(Saved data entries)
######

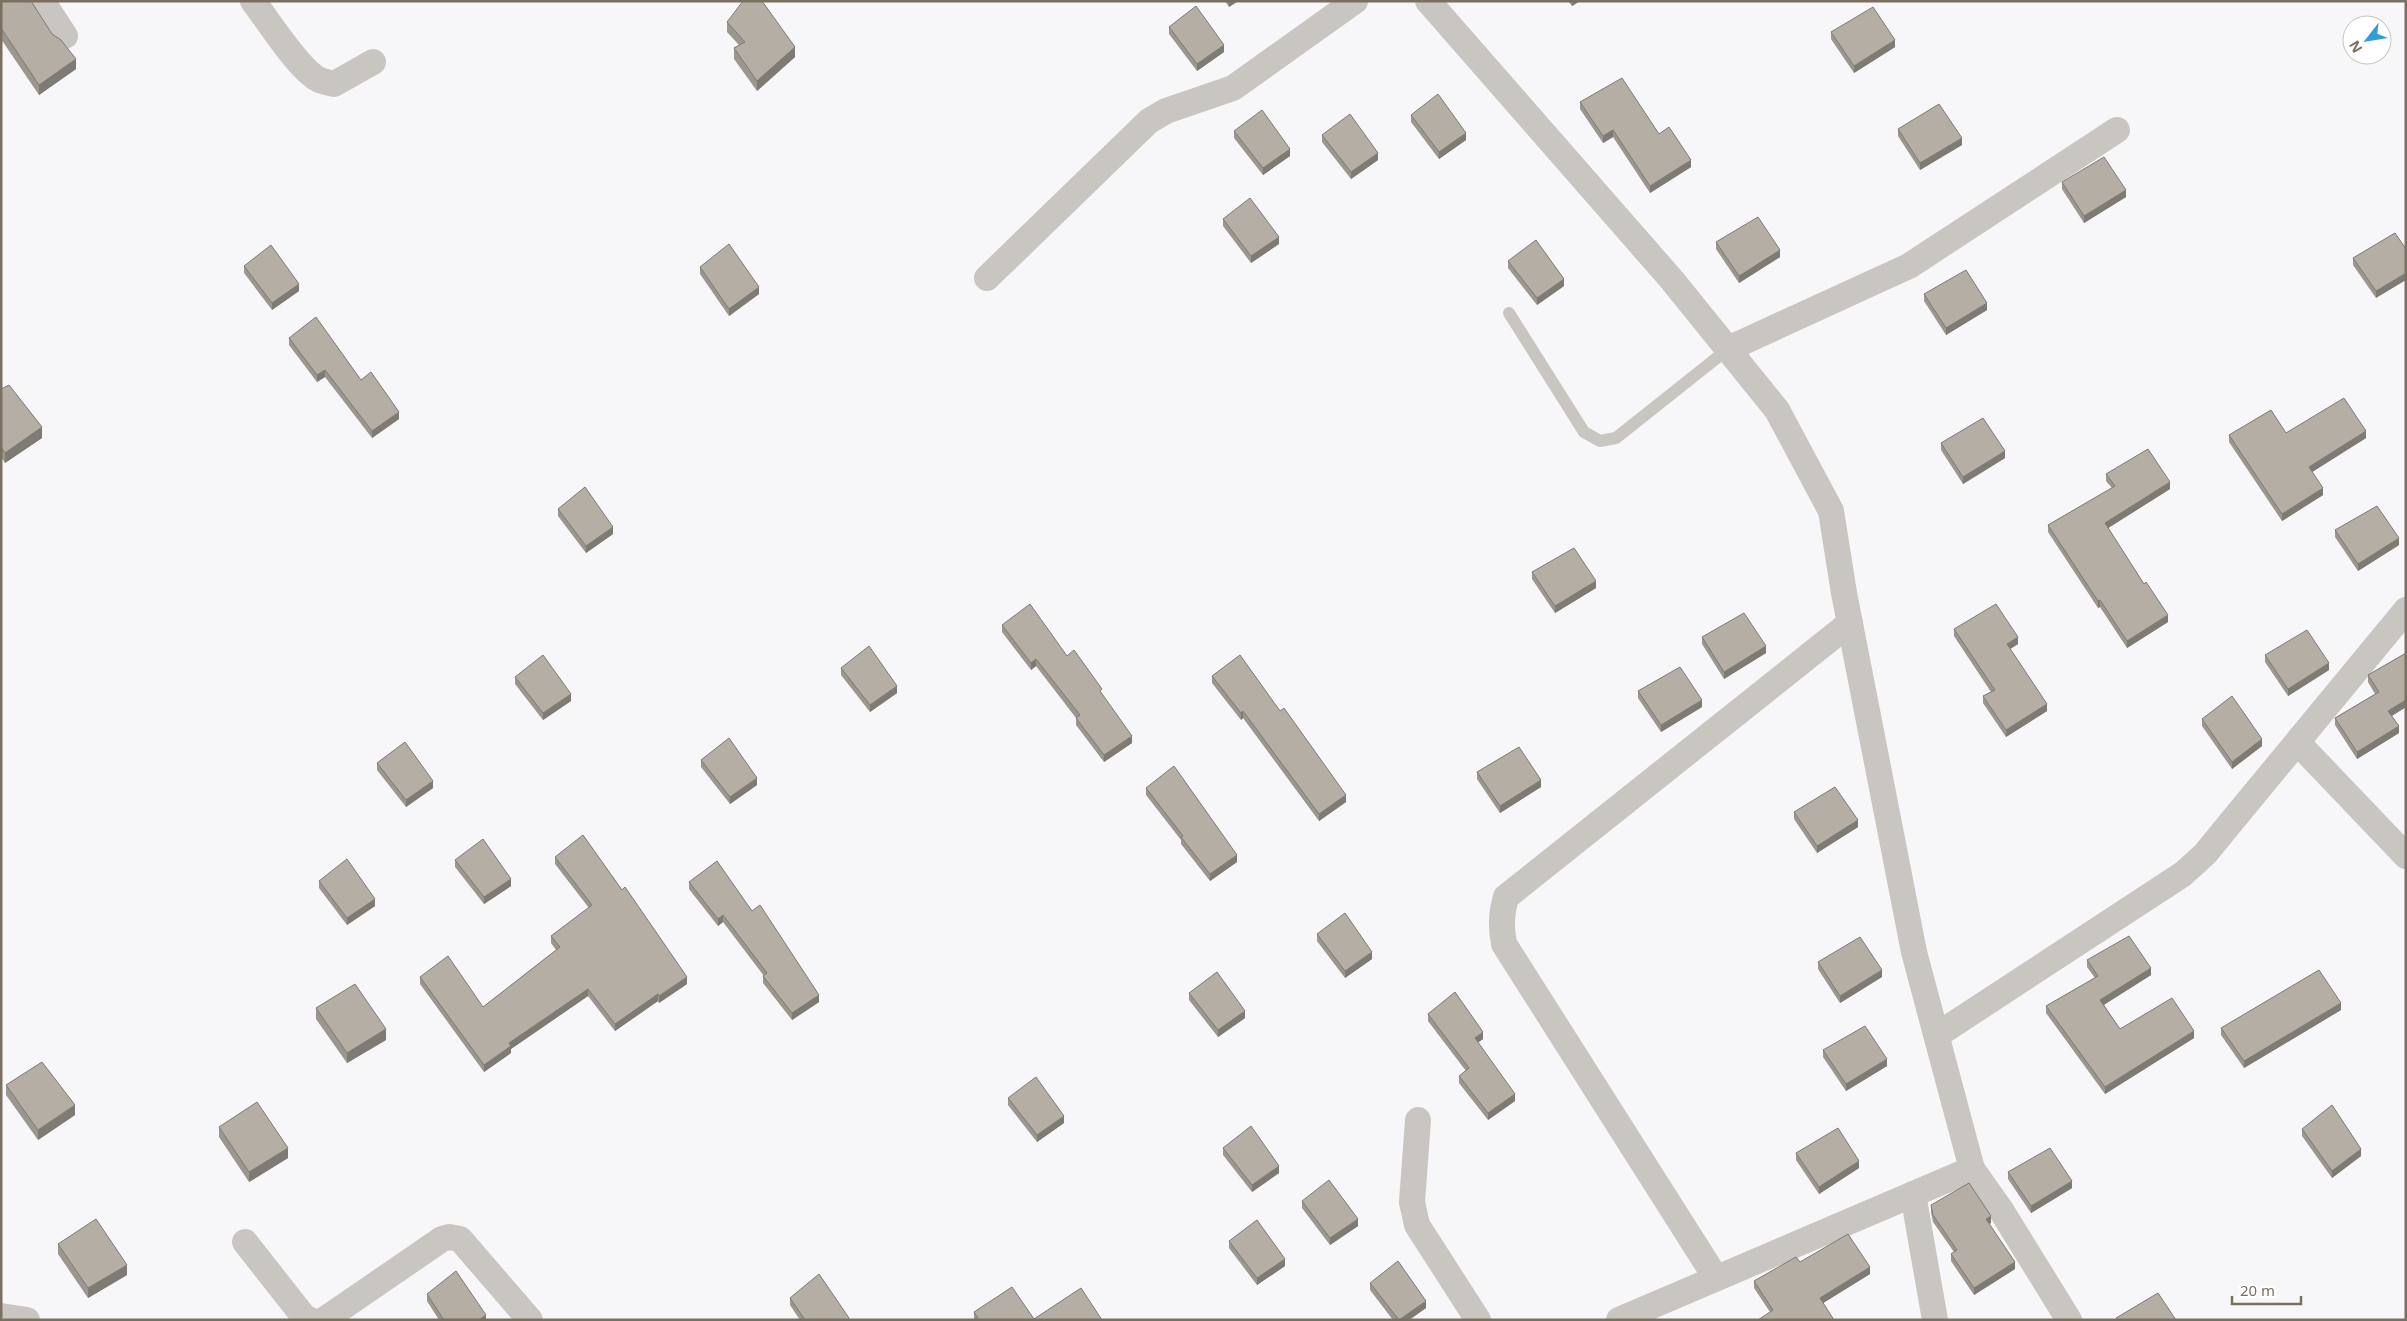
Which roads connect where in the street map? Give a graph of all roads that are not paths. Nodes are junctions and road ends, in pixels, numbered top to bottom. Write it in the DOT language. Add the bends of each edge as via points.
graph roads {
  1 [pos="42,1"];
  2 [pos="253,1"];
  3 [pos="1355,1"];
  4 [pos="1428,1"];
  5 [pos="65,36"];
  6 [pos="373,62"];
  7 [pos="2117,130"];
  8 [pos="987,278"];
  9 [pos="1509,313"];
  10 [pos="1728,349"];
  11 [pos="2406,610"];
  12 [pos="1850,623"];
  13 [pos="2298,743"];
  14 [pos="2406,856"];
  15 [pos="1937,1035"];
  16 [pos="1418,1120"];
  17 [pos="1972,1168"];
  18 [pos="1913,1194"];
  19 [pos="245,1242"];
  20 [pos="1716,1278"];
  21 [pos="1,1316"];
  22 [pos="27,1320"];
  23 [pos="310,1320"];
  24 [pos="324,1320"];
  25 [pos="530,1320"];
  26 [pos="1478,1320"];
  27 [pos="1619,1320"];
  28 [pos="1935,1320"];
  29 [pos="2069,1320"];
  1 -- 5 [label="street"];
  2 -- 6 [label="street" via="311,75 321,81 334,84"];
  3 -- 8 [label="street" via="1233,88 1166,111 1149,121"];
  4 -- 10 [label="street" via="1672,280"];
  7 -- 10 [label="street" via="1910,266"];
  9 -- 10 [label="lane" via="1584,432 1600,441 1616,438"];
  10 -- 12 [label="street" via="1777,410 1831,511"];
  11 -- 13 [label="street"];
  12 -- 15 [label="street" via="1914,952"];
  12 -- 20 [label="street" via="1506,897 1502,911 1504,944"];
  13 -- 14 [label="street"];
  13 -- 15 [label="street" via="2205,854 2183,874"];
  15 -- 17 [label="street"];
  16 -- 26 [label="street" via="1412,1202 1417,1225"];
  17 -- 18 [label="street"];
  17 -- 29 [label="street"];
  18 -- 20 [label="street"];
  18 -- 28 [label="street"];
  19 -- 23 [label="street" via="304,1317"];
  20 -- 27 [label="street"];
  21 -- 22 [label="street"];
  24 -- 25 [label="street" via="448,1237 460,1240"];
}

######

Task statement:
Repeat the data word for word; drop the pictures.

Written response:
Which roads connect where in the street map? Give a graph of all roads that are not paths. Nodes are junctions and road ends, in pixels, numbered top to bottom. Write it in the DOT language. Add the bends of each edge as via points.
graph roads {
  1 [pos="42,1"];
  2 [pos="253,1"];
  3 [pos="1355,1"];
  4 [pos="1428,1"];
  5 [pos="65,36"];
  6 [pos="373,62"];
  7 [pos="2117,130"];
  8 [pos="987,278"];
  9 [pos="1509,313"];
  10 [pos="1728,349"];
  11 [pos="2406,610"];
  12 [pos="1850,623"];
  13 [pos="2298,743"];
  14 [pos="2406,856"];
  15 [pos="1937,1035"];
  16 [pos="1418,1120"];
  17 [pos="1972,1168"];
  18 [pos="1913,1194"];
  19 [pos="245,1242"];
  20 [pos="1716,1278"];
  21 [pos="1,1316"];
  22 [pos="27,1320"];
  23 [pos="310,1320"];
  24 [pos="324,1320"];
  25 [pos="530,1320"];
  26 [pos="1478,1320"];
  27 [pos="1619,1320"];
  28 [pos="1935,1320"];
  29 [pos="2069,1320"];
  1 -- 5 [label="street"];
  2 -- 6 [label="street" via="311,75 321,81 334,84"];
  3 -- 8 [label="street" via="1233,88 1166,111 1149,121"];
  4 -- 10 [label="street" via="1672,280"];
  7 -- 10 [label="street" via="1910,266"];
  9 -- 10 [label="lane" via="1584,432 1600,441 1616,438"];
  10 -- 12 [label="street" via="1777,410 1831,511"];
  11 -- 13 [label="street"];
  12 -- 15 [label="street" via="1914,952"];
  12 -- 20 [label="street" via="1506,897 1502,911 1504,944"];
  13 -- 14 [label="street"];
  13 -- 15 [label="street" via="2205,854 2183,874"];
  15 -- 17 [label="street"];
  16 -- 26 [label="street" via="1412,1202 1417,1225"];
  17 -- 18 [label="street"];
  17 -- 29 [label="street"];
  18 -- 20 [label="street"];
  18 -- 28 [label="street"];
  19 -- 23 [label="street" via="304,1317"];
  20 -- 27 [label="street"];
  21 -- 22 [label="street"];
  24 -- 25 [label="street" via="448,1237 460,1240"];
}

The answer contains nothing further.